3.3 Extraction of Time Series Features

To calibrate a meta-learning step, we need to connect the performance of all forecasting methods to a series of observable features of the forecasting task. In this project, these observable features correspond to characteristics of the shape of the underlying time series. For instance, we consider the strength of the seasonal and trend components. The basic idea is that some methods might be more suitable to capture those components than others and that the meta-learning step can identify those patterns by observing the performance of several methods in thousands of cases.

We closely follow previous literature on time-series meta-learning to define the list of time-series features to use in the empirical analysis.
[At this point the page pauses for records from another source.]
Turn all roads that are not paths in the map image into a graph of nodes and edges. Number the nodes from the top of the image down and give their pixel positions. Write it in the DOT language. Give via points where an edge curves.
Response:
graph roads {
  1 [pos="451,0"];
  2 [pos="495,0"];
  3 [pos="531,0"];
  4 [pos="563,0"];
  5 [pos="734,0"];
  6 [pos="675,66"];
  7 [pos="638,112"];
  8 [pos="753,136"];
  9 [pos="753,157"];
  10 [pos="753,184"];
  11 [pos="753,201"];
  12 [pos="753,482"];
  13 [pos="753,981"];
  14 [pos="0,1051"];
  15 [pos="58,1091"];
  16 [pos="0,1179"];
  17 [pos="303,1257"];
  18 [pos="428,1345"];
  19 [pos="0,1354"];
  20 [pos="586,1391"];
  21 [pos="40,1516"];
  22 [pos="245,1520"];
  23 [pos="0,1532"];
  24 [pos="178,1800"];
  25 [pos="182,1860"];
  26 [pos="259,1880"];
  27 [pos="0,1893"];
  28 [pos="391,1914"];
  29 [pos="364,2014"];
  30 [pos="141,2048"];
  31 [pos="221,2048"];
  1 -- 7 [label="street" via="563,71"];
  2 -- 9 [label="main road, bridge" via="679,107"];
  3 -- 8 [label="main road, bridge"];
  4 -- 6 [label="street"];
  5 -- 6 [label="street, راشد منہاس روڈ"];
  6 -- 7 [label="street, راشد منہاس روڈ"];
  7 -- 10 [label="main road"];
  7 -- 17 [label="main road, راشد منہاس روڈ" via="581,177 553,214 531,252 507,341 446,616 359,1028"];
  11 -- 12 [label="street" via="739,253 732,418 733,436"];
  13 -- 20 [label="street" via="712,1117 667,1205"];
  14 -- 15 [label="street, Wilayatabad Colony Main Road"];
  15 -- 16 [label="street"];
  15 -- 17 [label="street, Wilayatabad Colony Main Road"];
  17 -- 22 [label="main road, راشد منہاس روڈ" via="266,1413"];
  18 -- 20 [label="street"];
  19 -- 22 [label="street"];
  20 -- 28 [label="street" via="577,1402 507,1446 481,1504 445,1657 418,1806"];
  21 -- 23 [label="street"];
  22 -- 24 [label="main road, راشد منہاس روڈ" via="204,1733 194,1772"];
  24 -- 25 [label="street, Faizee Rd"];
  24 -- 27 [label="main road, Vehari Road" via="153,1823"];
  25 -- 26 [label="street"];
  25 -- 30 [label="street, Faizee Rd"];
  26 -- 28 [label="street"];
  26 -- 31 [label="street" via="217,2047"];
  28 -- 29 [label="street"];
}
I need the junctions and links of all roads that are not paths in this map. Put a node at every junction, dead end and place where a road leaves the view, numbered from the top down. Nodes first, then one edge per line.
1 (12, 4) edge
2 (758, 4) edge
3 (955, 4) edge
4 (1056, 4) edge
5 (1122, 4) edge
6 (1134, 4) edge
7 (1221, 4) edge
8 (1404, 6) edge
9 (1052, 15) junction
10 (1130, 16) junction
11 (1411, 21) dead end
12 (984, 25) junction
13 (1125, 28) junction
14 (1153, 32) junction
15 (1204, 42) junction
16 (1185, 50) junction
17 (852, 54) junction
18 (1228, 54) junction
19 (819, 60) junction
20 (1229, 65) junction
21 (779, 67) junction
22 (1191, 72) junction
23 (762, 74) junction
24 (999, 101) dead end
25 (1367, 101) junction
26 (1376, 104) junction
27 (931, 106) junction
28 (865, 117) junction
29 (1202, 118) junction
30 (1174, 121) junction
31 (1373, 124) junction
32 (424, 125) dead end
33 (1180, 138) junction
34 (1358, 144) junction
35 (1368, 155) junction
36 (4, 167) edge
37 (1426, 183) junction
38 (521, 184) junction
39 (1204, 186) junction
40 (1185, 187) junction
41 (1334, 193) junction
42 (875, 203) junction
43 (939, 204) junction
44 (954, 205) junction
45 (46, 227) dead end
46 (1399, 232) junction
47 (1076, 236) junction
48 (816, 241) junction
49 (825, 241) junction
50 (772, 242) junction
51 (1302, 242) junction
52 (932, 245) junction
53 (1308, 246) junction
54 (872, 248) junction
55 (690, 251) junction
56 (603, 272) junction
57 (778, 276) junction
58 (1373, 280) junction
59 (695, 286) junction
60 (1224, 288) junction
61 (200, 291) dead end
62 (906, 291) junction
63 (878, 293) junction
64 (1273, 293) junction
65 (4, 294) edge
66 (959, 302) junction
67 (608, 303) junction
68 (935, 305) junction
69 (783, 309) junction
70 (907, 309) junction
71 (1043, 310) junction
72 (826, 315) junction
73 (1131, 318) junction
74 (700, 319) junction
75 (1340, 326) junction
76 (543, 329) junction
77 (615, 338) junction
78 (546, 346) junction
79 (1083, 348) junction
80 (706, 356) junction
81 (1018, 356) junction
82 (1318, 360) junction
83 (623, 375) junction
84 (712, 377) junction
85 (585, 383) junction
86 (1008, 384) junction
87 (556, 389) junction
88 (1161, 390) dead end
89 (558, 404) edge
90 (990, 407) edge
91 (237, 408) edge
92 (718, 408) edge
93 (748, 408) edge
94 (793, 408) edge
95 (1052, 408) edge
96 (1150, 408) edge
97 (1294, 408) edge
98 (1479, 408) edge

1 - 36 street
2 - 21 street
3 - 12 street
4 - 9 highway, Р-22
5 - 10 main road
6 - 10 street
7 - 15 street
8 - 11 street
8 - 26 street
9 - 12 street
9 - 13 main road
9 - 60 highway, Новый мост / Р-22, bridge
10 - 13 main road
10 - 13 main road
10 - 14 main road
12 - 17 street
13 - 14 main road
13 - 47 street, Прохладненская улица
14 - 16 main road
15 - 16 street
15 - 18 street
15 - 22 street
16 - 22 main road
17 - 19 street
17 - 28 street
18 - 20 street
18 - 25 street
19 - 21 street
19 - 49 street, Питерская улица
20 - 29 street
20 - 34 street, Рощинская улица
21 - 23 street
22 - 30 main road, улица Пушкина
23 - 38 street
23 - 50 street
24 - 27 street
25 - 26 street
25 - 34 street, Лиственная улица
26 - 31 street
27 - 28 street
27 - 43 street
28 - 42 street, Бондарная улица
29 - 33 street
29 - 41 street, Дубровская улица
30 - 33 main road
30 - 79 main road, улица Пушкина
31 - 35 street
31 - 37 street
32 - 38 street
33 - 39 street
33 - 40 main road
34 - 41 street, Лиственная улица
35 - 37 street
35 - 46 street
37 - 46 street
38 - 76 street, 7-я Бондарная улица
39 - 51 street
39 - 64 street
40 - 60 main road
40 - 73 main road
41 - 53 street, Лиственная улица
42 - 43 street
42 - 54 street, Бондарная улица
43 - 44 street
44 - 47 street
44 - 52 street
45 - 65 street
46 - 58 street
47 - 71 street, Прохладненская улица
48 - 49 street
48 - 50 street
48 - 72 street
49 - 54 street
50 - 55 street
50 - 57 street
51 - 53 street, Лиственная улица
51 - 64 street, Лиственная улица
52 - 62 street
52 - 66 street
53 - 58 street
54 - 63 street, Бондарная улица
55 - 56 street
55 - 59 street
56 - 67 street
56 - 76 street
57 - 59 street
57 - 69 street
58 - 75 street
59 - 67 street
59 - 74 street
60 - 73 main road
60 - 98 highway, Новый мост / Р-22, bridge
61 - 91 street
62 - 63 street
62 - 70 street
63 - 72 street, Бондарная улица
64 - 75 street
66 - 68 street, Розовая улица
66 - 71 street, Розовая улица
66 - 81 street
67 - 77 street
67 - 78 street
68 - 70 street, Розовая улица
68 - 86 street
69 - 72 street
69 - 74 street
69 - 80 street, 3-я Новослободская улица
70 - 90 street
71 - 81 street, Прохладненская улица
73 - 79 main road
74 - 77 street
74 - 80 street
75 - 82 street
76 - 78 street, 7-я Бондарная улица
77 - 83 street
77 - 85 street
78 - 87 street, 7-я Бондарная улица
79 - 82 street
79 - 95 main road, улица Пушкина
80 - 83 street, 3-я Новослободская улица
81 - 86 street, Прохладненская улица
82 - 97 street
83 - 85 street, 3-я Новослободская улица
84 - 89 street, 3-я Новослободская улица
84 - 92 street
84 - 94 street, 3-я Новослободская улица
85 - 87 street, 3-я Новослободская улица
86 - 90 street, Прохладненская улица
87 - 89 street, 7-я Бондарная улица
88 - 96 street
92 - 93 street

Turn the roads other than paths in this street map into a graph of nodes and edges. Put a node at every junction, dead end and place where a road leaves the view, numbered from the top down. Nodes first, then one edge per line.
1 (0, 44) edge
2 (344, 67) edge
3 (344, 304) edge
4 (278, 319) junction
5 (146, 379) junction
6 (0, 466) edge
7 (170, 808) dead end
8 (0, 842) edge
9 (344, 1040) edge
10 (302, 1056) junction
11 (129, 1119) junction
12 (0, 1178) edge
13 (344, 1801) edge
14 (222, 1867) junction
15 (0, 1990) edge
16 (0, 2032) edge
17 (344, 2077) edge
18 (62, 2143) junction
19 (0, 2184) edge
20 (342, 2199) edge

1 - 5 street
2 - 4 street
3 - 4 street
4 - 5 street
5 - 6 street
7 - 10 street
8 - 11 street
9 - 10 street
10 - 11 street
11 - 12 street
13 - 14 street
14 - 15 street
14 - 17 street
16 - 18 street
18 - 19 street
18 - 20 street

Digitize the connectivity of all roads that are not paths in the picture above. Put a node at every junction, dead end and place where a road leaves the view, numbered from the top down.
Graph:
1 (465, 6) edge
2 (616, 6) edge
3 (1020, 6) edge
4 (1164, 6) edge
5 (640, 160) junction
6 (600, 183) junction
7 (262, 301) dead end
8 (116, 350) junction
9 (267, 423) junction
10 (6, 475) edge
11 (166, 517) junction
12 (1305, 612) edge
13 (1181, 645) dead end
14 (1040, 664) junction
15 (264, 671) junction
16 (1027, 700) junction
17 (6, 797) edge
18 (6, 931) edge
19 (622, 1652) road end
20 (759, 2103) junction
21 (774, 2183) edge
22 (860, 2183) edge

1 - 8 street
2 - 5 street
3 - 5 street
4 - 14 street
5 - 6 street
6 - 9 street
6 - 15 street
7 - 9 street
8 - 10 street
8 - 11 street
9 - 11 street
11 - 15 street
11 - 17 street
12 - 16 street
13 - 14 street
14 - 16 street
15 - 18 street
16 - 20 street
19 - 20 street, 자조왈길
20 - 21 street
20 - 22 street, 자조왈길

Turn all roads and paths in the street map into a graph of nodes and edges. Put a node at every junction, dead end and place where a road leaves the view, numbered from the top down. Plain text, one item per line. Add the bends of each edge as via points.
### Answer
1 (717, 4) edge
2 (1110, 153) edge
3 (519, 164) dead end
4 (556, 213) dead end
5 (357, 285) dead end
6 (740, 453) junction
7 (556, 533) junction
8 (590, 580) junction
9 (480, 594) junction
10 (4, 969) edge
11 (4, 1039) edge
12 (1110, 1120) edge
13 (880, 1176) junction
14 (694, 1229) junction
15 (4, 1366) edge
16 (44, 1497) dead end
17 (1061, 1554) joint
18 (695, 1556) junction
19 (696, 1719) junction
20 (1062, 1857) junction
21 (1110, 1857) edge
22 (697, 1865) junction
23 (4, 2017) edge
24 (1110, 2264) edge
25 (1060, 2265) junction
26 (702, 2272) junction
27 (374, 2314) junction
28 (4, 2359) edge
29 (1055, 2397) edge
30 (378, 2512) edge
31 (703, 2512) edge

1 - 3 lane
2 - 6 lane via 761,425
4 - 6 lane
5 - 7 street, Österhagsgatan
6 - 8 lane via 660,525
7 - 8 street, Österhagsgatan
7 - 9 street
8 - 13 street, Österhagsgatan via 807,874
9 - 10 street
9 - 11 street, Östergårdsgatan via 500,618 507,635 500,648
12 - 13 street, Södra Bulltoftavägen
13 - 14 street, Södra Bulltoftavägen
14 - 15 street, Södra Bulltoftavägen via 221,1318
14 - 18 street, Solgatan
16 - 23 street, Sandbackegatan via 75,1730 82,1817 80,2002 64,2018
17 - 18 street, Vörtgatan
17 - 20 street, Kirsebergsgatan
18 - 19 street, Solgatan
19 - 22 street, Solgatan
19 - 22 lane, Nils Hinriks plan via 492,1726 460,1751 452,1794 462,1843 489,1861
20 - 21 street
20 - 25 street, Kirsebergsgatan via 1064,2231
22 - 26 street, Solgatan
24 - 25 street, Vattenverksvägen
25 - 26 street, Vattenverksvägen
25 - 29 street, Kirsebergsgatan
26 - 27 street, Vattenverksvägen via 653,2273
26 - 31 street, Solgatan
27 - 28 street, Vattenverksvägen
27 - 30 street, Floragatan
For each demand series of product-store combination, we compute 15 features such as trend, seasonal strength, and autocorrelation coefficients, as well as metrics of the internal variability such as entropy, spikiness, and maximum level shifts (Talagala et al. 2018; Ma and Fildes 2021). To illustrate how different time series differ depending on the values of these features, in Fig. 2.3, we display two series of demand with fairly different values for Seasonal Strength (by construction, the Seasonal Strength takes values in the range [0, 1]). In the bottom panel, we display a series with high Seasonal Strength. In this case, sales during the summer times (November–March, in the southern hemisphere) are much higher than in the rest of the year. In the top panel, we display a series with low Seasonal Strength, and, in this case, it is much more difficult to anticipate what would be the weeks with higher sales. In terms of the forecast, the need for a model that properly controls for seasonality appears to be more critical in the second series.

Fig. 2.3
Two line graphs plot sales over date. On the top, seasonal strength equals 0.254, the line reaches a peak value of 50 just after 2018. On the bottom, seasonal strength equals 0.931, the line reaches a peak value of 420 just before 2018. The values are approximated.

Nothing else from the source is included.